Romancing the Dark in the City of Light, by Ann Jacobus.
Release Date: 10/6/15.
"A troubled teen, living in Paris, is torn between two boys, one of whom encourages her to embrace life, while the other—dark, dangerous, and attractive—urges her to embrace her fatal flaws.
Haunting and beautifully written, with a sharp and distinctive voice that could belong only to this character, Romancing the Dark in the City of Light is an unforgettable young adult novel.

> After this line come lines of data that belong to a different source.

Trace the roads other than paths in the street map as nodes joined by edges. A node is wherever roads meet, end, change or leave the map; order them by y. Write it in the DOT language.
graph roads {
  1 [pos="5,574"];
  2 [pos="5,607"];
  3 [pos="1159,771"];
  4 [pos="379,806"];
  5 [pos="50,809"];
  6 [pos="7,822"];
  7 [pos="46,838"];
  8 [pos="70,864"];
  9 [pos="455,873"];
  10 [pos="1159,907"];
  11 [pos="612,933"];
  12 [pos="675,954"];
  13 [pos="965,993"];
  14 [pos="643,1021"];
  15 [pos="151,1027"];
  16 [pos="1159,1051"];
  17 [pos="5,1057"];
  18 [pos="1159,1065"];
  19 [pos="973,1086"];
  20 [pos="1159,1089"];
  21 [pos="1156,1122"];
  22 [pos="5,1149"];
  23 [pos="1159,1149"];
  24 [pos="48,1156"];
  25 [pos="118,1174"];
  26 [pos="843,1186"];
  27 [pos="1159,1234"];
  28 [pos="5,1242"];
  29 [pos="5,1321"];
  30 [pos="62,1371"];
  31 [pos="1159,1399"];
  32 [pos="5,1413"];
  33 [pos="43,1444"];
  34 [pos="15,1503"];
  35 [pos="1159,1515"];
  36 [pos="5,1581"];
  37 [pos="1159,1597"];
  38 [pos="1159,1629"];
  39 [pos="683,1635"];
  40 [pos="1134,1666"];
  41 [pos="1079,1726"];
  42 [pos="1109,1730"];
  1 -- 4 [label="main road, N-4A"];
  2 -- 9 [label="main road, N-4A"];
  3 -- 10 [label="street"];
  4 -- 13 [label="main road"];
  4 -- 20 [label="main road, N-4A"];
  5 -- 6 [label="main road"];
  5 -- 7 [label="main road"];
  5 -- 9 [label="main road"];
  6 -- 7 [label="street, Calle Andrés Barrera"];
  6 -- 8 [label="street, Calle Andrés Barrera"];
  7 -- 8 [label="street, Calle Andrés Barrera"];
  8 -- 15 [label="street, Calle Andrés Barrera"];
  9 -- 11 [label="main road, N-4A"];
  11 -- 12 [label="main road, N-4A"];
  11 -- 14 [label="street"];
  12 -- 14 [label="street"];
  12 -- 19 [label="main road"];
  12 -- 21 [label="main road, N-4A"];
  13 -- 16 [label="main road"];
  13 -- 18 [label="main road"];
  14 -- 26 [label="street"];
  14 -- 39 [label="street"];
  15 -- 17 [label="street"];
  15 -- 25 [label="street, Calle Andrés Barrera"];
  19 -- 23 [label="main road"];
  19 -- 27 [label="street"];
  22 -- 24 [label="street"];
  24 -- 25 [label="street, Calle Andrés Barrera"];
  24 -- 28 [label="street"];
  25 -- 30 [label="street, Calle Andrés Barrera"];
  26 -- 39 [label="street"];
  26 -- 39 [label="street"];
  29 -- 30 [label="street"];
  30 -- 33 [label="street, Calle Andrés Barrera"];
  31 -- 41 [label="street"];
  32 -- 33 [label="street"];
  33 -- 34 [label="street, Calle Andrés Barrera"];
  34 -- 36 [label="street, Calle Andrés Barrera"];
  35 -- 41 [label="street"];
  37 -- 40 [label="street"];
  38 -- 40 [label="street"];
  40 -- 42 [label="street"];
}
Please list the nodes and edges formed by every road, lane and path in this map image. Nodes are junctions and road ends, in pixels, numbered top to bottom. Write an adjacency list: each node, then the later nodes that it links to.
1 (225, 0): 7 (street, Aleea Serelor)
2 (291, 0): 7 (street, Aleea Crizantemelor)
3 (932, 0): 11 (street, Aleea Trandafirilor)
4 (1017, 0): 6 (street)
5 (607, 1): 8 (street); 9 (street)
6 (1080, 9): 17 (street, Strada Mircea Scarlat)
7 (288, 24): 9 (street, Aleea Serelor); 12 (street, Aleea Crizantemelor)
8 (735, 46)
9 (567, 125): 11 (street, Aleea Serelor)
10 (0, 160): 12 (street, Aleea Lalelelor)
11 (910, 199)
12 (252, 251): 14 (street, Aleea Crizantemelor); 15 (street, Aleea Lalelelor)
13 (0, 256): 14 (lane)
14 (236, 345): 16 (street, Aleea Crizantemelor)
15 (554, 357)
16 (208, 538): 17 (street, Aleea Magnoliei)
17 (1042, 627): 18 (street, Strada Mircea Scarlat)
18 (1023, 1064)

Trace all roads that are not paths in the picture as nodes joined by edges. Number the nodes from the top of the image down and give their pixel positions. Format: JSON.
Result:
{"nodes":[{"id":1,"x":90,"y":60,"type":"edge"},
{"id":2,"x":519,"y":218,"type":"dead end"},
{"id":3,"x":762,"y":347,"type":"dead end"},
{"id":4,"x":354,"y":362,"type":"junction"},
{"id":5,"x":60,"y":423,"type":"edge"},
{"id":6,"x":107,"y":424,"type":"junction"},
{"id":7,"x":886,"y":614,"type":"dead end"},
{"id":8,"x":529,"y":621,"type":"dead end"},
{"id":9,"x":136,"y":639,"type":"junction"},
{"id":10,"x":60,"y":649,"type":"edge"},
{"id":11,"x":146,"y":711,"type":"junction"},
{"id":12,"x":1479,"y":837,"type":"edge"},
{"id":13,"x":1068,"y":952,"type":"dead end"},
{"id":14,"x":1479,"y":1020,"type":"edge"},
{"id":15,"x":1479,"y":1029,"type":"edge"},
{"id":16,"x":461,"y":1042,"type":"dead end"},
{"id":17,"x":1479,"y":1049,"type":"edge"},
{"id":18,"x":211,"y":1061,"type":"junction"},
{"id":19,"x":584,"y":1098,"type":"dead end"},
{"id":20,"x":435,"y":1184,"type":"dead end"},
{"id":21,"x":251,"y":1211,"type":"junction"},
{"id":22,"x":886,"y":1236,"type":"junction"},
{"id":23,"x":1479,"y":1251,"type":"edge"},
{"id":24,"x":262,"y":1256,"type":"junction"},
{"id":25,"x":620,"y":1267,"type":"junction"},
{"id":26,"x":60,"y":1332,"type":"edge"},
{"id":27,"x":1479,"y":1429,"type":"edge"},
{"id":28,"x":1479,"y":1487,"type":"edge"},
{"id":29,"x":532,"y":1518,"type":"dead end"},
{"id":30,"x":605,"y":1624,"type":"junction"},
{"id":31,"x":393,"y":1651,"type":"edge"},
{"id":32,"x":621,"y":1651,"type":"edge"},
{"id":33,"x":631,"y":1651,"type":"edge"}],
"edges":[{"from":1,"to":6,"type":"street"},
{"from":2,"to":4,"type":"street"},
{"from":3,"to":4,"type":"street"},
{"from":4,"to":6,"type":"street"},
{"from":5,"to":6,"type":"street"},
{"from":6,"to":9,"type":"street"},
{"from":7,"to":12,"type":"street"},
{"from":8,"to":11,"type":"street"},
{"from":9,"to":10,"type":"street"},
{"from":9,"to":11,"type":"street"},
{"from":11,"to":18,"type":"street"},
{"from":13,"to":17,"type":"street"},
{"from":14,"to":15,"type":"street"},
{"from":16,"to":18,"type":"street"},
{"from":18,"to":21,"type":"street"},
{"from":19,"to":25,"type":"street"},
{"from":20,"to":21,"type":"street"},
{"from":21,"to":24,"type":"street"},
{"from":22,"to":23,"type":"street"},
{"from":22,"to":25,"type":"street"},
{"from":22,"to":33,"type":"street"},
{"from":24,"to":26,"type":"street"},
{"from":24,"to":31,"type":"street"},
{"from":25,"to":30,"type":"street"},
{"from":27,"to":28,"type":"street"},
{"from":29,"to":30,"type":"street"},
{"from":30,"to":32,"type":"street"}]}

Summer Barnes just moved to Paris to repeat her senior year of high school. After being kicked out of four boarding schools, she has to get on track or she risks losing her hefty inheritance. Summer is convinced that meeting the right guy will solve everything. She meets two. Moony, a classmate, is recovering against all odds from a serious car accident, and he encourages Summer to embrace life despite how hard it can be to make it through even one day. But when Summer meets Kurt, a hot, mysterious older man who she just can't shake, he leads her through the creepy underbelly of the city-and way out of her depth.
When Summer's behavior manages to alienate everyone, even Moony, she's forced to decide if a life so difficult is worth living."
Romancing the Dark in the City of Light, was a difficult book for me. It was a love/hate relationship, where I wasn't sure if I wanted to continue reading it, or if I wanted to lay it down.
I found myself struggling through the first 100 pages, and didn't really find myself interested in the story or the characters. I just didn't understand what the point of the story truly was. Those 100 pages basically entailed a teenage girl struggling with life. Her dad had just passed away a year ago, while her mother works a lot and isn't around often. She doesn't really have close friends, due to being kick out of four different schools, and usually picking the wrong crowd to be around anyways. She's lonely, and lost.
Reading the synopsis to this book, what else would you expect? The synopsis never once mentions the alcohol addiction Summer is struggle with, or the suicide she is contemplating. It never once mentions that the handsome stranger she meets, tries to actually talk her into committing suicide. None of that arises in the synopsis, and honestly it's a shame.
With this vague synopsis, and 100 pages of not much going on, I was ready to give up on this book. Nothing was pulling me towards it and I was starting to wonder if I was wasting my time...but deciding to push on through, I couldn't believe what this book was hiding in it's last 150 pages or so.
This story is so much more than a struggling teenager, or a troubled family. This story is so much more than high school, finding a boyfriend, or even Paris. This book is powerful, this book is meaningful, this book is vital.
The topics discussed in Romancing the Dark in the City of Light, is something a lot of people are dealing with and trying to overcome; alcoholism, depression, and suicide. This story takes you through the entire thought process of someone facing these issues, and ultimately overcoming them.
Hidden behind this bland synopsis, this contemporary romantic cover, and the cute title, is a powerful story, that everyone should read. It's filled with situations, incidents, and actions, we shouldn't ignore. It teaches us, that we should be more aware of friends, family and loved ones. And ultimately, that we shouldn't ignore things that don't "seem right", by simply brushing them off.
Romancing the Dark in the City of Light, reminds us that we need to be there for our loved ones, because that's what they are. We need to grateful, appreciative, and caring towards them every single day...because you don't know when it's their last or yours.
Overall, I fell in love with Romancing the Dark in the City of Light, and want to thank Ann Jacobus for reminding me what to do, and reminding me that life is so much more than these small meaningless struggles I face every day.
If you have the opportunity to pick up this book, I recommend doing so.